About this exercise - Transcribe exactly everything in the data below from the line containing "thumb cmc: (821, 977)" down to the line containing "pinky dip: (1169, 904)", both lines included and nothing further.

********************

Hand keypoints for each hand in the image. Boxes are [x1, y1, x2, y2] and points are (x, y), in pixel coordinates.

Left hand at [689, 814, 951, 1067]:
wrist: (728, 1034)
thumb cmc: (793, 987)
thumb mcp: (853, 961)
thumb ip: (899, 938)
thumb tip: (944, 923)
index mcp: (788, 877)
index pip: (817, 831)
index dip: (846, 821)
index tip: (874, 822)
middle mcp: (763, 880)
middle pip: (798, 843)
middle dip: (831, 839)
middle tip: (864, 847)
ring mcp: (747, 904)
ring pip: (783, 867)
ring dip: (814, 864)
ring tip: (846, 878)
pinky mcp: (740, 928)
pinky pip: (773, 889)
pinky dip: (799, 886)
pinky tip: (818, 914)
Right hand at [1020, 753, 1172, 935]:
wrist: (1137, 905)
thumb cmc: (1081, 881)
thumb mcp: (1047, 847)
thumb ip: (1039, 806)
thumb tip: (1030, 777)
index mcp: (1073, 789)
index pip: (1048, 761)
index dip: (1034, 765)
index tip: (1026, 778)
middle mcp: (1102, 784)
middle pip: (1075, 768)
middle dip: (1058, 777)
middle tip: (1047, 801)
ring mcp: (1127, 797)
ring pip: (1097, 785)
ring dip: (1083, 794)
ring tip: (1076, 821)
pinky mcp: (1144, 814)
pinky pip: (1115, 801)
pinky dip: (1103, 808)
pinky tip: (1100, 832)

********************

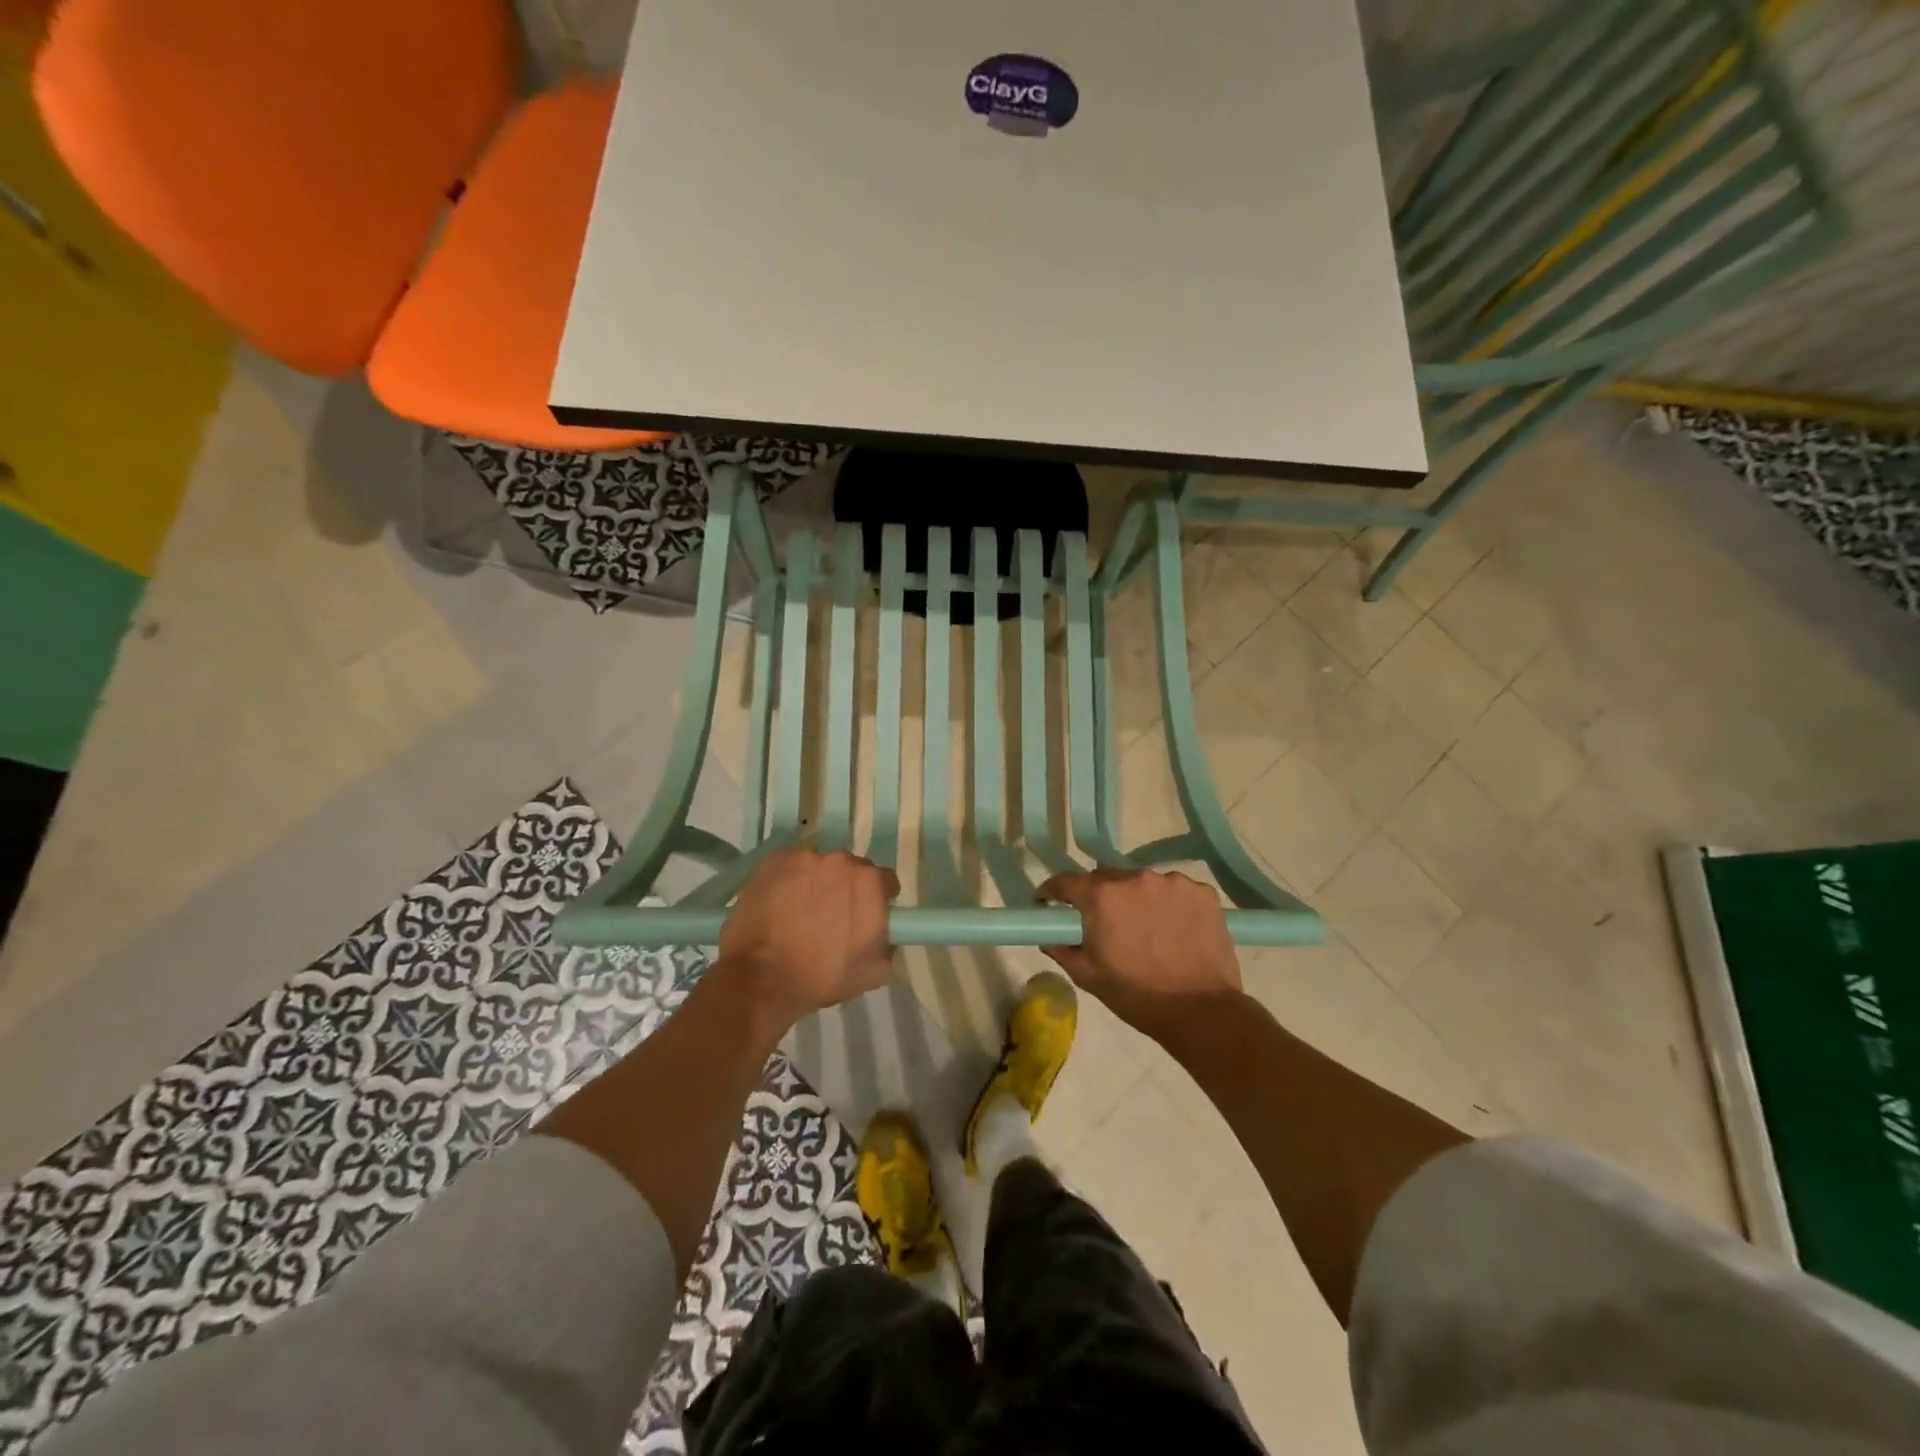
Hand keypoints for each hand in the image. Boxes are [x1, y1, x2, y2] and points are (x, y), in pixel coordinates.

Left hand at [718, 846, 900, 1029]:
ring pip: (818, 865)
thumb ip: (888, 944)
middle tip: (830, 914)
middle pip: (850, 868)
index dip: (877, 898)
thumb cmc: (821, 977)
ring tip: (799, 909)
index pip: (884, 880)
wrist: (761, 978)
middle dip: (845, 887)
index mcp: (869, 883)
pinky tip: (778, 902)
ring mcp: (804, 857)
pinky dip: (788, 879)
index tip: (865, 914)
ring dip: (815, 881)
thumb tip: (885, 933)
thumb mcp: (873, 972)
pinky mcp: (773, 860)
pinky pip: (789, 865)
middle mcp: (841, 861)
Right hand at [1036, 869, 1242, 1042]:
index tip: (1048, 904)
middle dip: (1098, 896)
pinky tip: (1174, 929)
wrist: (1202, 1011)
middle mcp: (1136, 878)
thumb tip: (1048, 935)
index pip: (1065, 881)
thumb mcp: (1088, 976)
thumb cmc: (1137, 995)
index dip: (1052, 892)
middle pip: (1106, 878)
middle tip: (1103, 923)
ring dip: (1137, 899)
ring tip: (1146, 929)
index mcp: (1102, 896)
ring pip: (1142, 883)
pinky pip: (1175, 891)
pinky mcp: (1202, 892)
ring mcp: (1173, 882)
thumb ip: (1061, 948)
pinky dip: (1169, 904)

********************

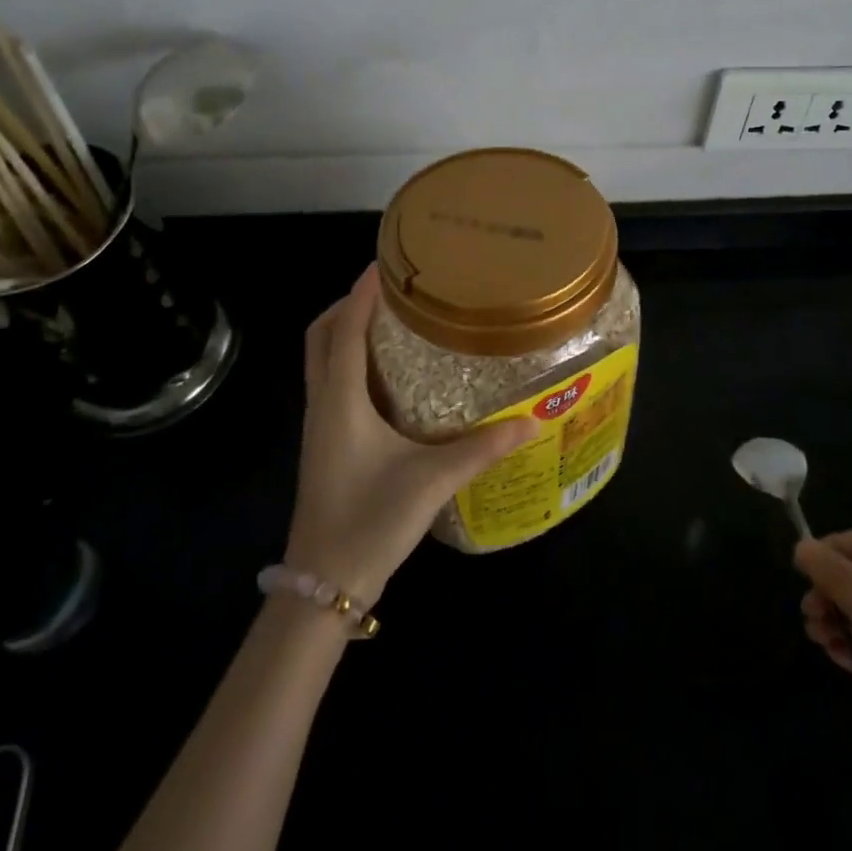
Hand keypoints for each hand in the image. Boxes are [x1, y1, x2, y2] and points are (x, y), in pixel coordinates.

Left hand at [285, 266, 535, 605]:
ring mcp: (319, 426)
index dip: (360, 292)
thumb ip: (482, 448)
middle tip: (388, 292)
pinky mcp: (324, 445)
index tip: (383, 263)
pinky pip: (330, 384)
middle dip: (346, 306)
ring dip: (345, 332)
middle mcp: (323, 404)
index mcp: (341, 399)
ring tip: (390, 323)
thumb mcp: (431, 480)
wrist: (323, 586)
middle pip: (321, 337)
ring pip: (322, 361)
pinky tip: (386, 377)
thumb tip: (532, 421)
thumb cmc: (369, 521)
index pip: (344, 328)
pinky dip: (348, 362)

********************

Result of the exercise -
thumb cmc: (821, 977)
ring tip: (799, 909)
index pip: (884, 880)
wrist: (761, 978)
middle dip: (845, 887)
index mcp: (869, 883)
pinky tip: (778, 902)
ring mcp: (804, 857)
pinky dip: (788, 879)
index tip: (865, 914)
ring dip: (815, 881)
thumb tip: (885, 933)
thumb mcp: (873, 972)
pinky mcp: (773, 860)
pinky pip: (789, 865)
middle mcp: (841, 861)
Right hand at [1036, 869, 1242, 1042]:
index tip: (1048, 904)
middle dip: (1098, 896)
pinky tip: (1174, 929)
wrist: (1202, 1011)
middle mcp: (1136, 878)
thumb tip: (1048, 935)
index pip: (1065, 881)
thumb mcp: (1088, 976)
thumb cmc: (1137, 995)
index dip: (1052, 892)
middle pip: (1106, 878)
middle tip: (1103, 923)
ring dip: (1137, 899)
ring tip: (1146, 929)
index mcp: (1102, 896)
ring pip: (1142, 883)
pinky pip: (1175, 891)
pinky mcp: (1202, 892)
ring mcp: (1173, 882)
thumb ip: (1061, 948)
pinky dip: (1169, 904)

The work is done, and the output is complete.